Dataset entries
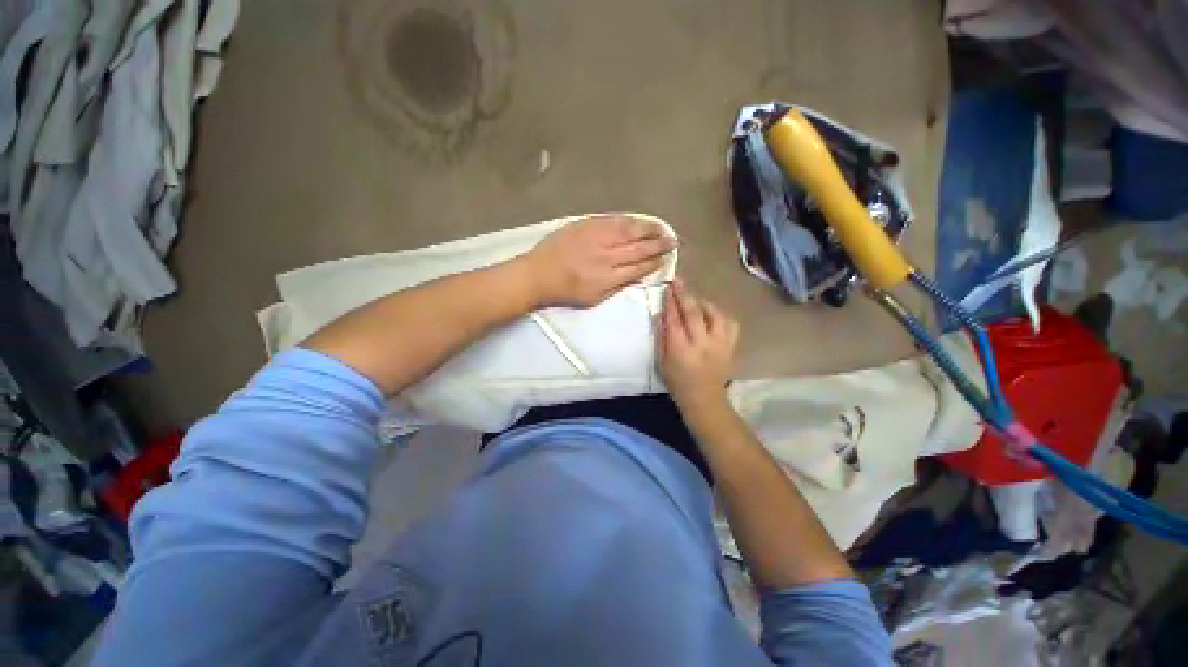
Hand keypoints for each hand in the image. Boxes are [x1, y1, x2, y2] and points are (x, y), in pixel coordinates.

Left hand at [524, 214, 675, 307]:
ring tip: (661, 227)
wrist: (538, 274)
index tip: (666, 258)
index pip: (639, 267)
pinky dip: (628, 220)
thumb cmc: (566, 292)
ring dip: (648, 228)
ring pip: (629, 230)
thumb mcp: (594, 299)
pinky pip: (613, 220)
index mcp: (608, 277)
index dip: (655, 262)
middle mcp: (606, 256)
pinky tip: (637, 220)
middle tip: (672, 240)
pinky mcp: (586, 225)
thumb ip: (617, 287)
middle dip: (658, 244)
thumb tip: (637, 275)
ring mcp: (596, 237)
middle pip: (639, 247)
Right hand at [658, 279, 738, 410]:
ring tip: (695, 298)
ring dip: (703, 302)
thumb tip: (660, 314)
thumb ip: (661, 337)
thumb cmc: (678, 383)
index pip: (674, 320)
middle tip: (678, 281)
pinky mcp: (731, 346)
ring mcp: (720, 344)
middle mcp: (701, 344)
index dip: (670, 302)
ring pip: (714, 314)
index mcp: (681, 350)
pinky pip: (731, 324)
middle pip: (693, 313)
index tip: (667, 288)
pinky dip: (721, 315)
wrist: (705, 400)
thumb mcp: (662, 362)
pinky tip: (712, 314)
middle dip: (684, 294)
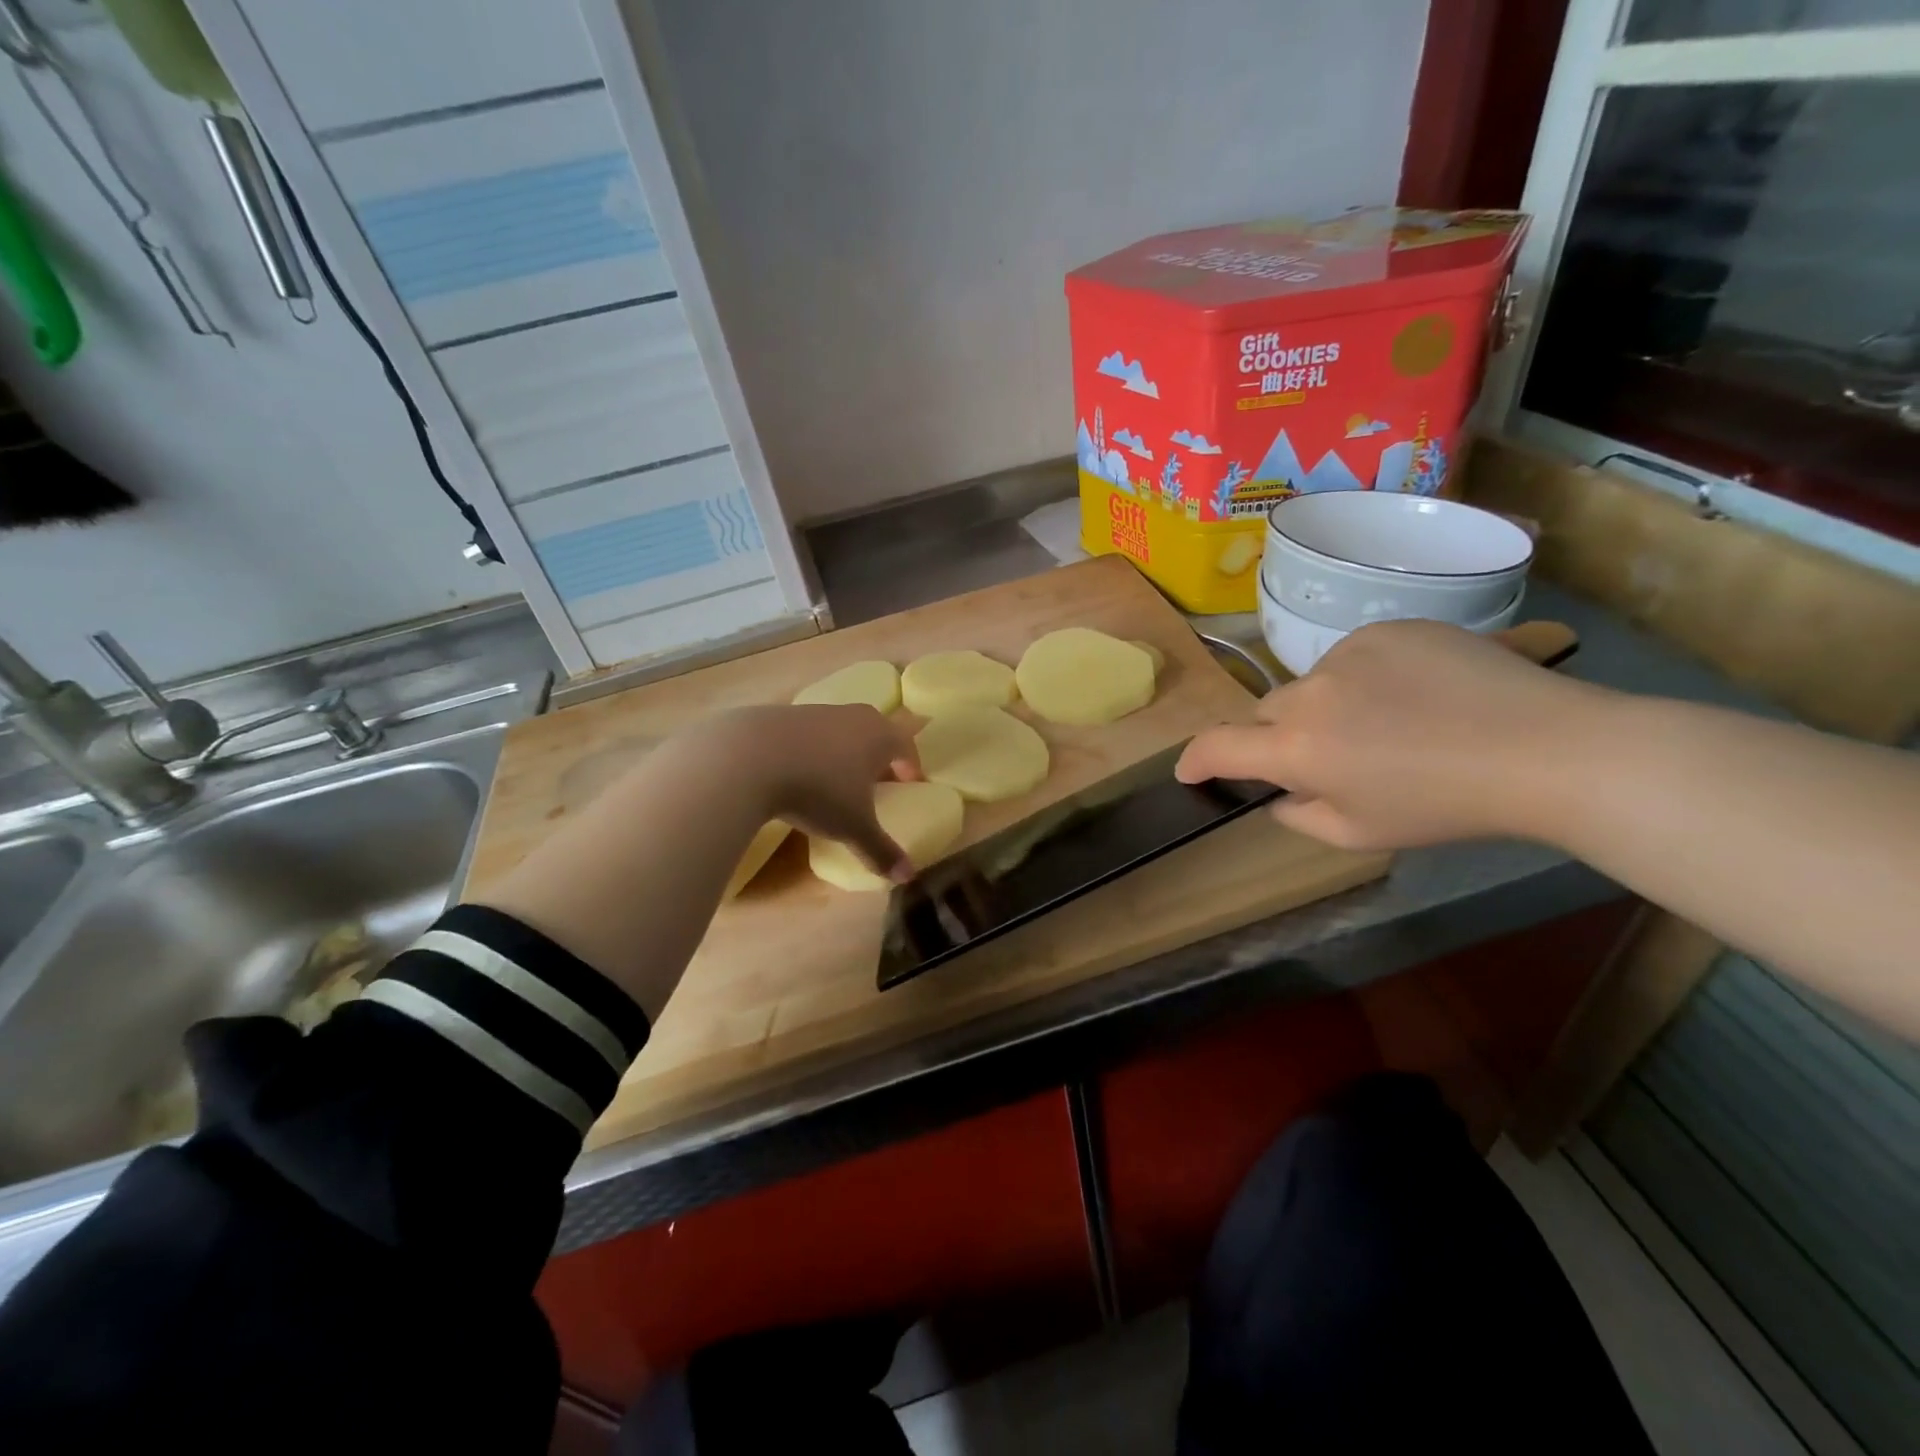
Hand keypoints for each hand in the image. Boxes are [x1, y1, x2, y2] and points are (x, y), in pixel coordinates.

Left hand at [703, 704, 922, 879]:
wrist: (749, 757)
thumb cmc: (818, 790)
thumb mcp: (853, 826)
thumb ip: (881, 850)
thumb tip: (908, 877)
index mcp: (879, 735)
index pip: (905, 744)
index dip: (910, 765)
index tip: (910, 782)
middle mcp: (852, 716)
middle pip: (875, 729)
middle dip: (879, 752)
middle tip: (877, 776)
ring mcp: (814, 712)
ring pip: (840, 728)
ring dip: (843, 749)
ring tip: (835, 776)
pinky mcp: (780, 714)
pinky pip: (807, 732)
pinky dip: (810, 749)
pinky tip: (796, 771)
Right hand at [1176, 620, 1609, 849]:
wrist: (1547, 749)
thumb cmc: (1446, 807)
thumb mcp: (1360, 835)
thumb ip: (1298, 815)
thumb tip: (1280, 792)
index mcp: (1298, 749)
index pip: (1217, 746)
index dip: (1195, 759)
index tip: (1191, 770)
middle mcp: (1310, 693)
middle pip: (1266, 713)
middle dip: (1278, 737)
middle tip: (1326, 759)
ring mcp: (1348, 652)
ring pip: (1311, 684)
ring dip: (1325, 706)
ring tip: (1386, 725)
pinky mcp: (1388, 628)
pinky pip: (1352, 656)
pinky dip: (1364, 678)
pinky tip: (1414, 695)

#### [Your objective]
Write out exactly the opening lines of the data, stopping after the line that holds "thumb ip: (617, 287)". Exclude pictures.

#### [Solution to this problem]
Hand keypoints for each hand in the image. Boxes are [x1, y1, x2, y2] and points are (x, y), in pixel coordinates.

Left hand at [524, 214, 675, 307]:
ring tip: (661, 227)
wrist: (538, 274)
index tip: (666, 258)
index pip: (639, 267)
pinky dip: (628, 220)
thumb cmc: (566, 292)
ring dip: (648, 228)
ring pip: (629, 230)
thumb mcp: (594, 299)
pinky pip: (613, 220)
index mcp: (608, 277)
index dip: (655, 262)
middle mcp: (606, 256)
pinky tip: (637, 220)
middle tip: (672, 240)
pinky mcp: (586, 225)
thumb ip: (617, 287)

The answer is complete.